The second algorithm makes my head hurt::

    while 1:
        scan for start-string
        if found:
            push on stack
            scan for start or end string
            if new start string found:
                recurse
            elif matching end string found:
                pop stack
            elif non-matching end string found:
                if its a markup error:
                    generate warning
                elif the initial start-string was misinterpreted:
                    # e.g. in this case: ***strong** in emphasis*
                    restart with the other interpretation
                    # but it might be several layers back ...
        ...

This is similar to how the parser does section title recognition, but
sections are much more regular and deterministic.

Bottom line is, I don't think the benefits are worth the effort, even
if it is possible. I'm not going to try to write the code, at least
not now. If somebody codes up a consistent, working, general solution,
I'll be happy to consider it.

[Paul]
> I probably agree here - nesting is a fundamental issue. It's just
> that I disagree that that fact makes it necessary to support it. On
> the contrary, I'd say that lack of nesting is a distinguishing,
> simplifying, feature of the design.
> 
> You can't get around it - the language doesn't support nesting, and
> unless that is changed, it means that it simply isn't *possible* to
> use emphasized strong text in reST. More relevantly, it means that
> you can't emphasize parts of a hyperlink. This is a more realistic
> requirement, but I *still* don't see it as so earth-shattering that
> we have to accept either inconsistent or complex nesting rules (all
> options I've seen so far are one or the other of these...) just to
> support it.

Well said.

[Paul]
> That makes the nesting rules dependent on the markup characters
> involved. That's a *very* odd distinction to make - it implies that
> there is an argument for changing the markup for strong text to, say
> ``!strong!``, as that makes it nestable (!!).

Good point.

[Alan]
> > Do we lose anything? No. In the current spec you can't nest at
> > all. In the proposed spec there are happier alternatives for all
> > three, since ``*`` and ``**`` become mere sugar for tagged
> > content.

[Paul]
> We lose consistency, which is what I am arguing is crucial.

I agree.

> > The reason I said "sick" is because I don't know a semantic
> > meaning for "emphasized strong text" other than "the author
> > wants to demonstrate a case where nesting is difficult to
> > parse". :-)
> 
> Bold italic, in most web browsers. That's not to say I feel the need
> to support it, but it's a *perfectly* sensible thing.
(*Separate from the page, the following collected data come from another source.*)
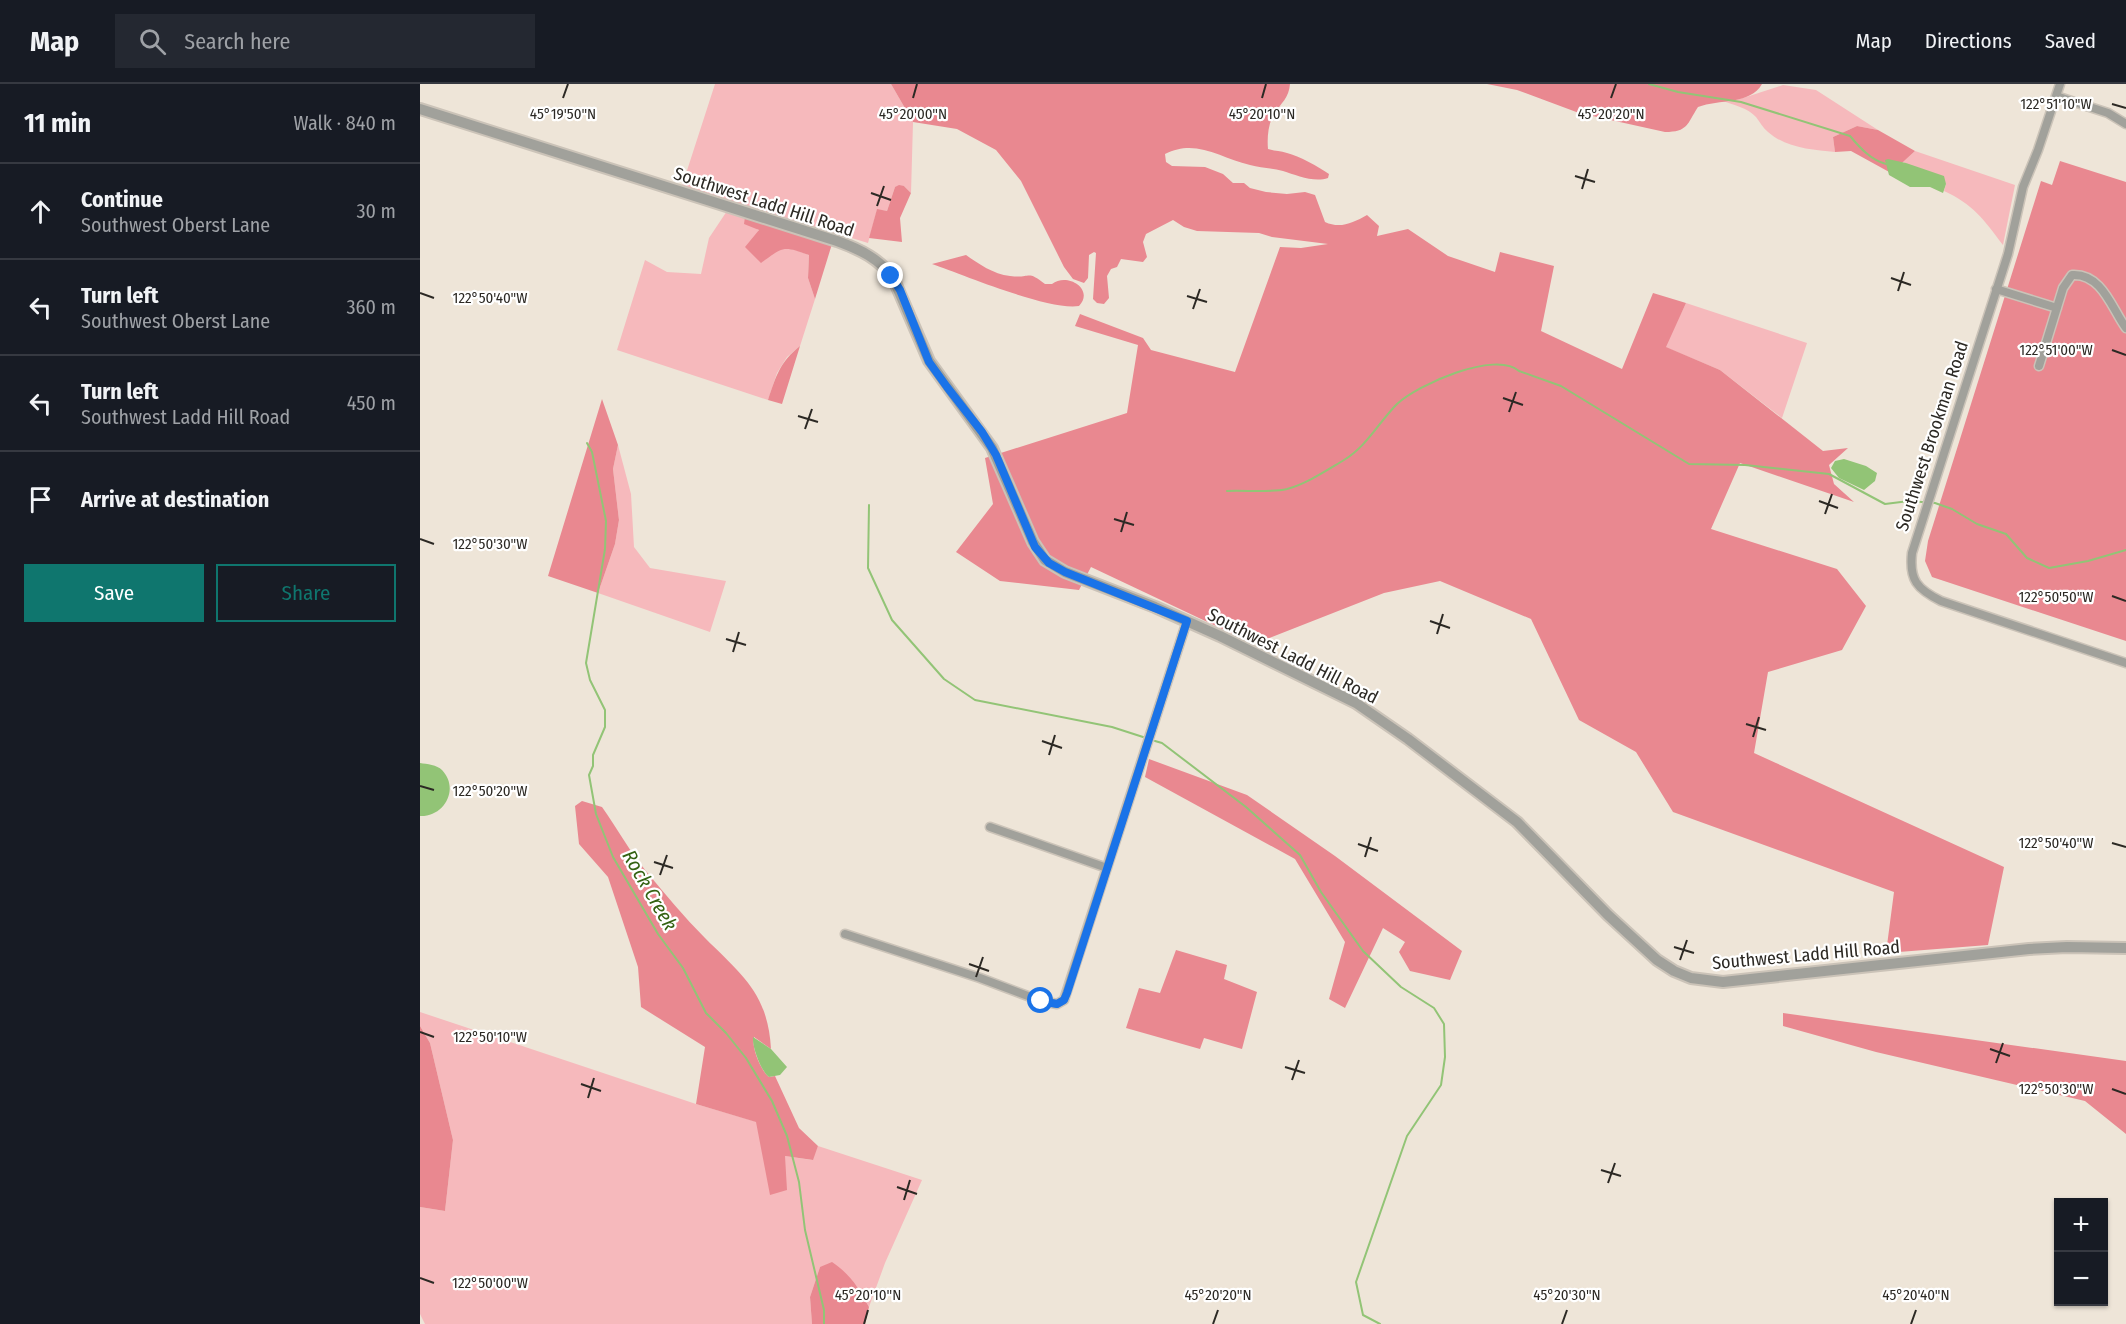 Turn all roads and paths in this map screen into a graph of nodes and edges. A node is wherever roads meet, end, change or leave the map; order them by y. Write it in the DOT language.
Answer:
graph roads {
  1 [pos="2060,84"];
  2 [pos="2056,96"];
  3 [pos="420,110"];
  4 [pos="2126,124"];
  5 [pos="1996,289"];
  6 [pos="2057,308"];
  7 [pos="2126,328"];
  8 [pos="2039,366"];
  9 [pos="1187,621"];
  10 [pos="2126,663"];
  11 [pos="990,827"];
  12 [pos="1107,867"];
  13 [pos="845,934"];
  14 [pos="2126,948"];
  1 -- 2 [label="street, Southwest Brookman Road"];
  2 -- 4 [label="street"];
  2 -- 5 [label="street, Southwest Brookman Road"];
  3 -- 9 [label="street, Southwest Ladd Hill Road"];
  5 -- 6 [label="street"];
  5 -- 10 [label="street, Southwest Brookman Road"];
  6 -- 7 [label="street"];
  6 -- 8 [label="street"];
  9 -- 12 [label="street"];
  9 -- 14 [label="street, Southwest Ladd Hill Road"];
  11 -- 12 [label="street"];
  12 -- 13 [label="street"];
}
We could add a new inline markup construct: ***strongemph***. Still
not nestable, but it gives us bold-italic. Then we could add
****flourescent****, *****blinking*****, and ******SCREAMING****** as
well. Or use asterisk strings whose lengths are powers of 2:
****flourescent****, ********blinking********,
****************SCREAMING****************. This would allow arbitrary
combinations (5 asterisks means flourescent emphasis, 26 means strong
blinking screaming, etc.).

But we won't.

[Alan]
> That's not semantics or structure, it's presentation. Honestly, I
> don't mind the idea of having "bold" and "italic" tags in the
> language, but if structural purity is a goal, then we shouldn't
> treat "emphasis" and "strong emphasis" as euphemisms for "italic"
> and "bold". If "emphasized strong emphasis" has a meaning, it's not
> a terribly important one. :-)

That's a debate that has raged for years and never been properly
resolved as far as I know. My take on it is, "emphasis" is often
typographically represented by italics, but it could just as easily be
represented by the colour red or blinking or a different typeface or
by *asterisks*. The term "emphasis" doesn't tie you to any one
representation, so you're free to choose what suits best. Same for
"strong".

[Paul]
> But we disagree on whether people should be able to write reST
> without reading the spec. I believe that things should be deducible
> from examples, you feel that attempting to use markup without
> knowing the rules is foolish.

Learning by example without reference to the spec (or at least the
quickref) is possible, up to a point. Once the more advanced features
are encountered and used, the reference materials are a necessity.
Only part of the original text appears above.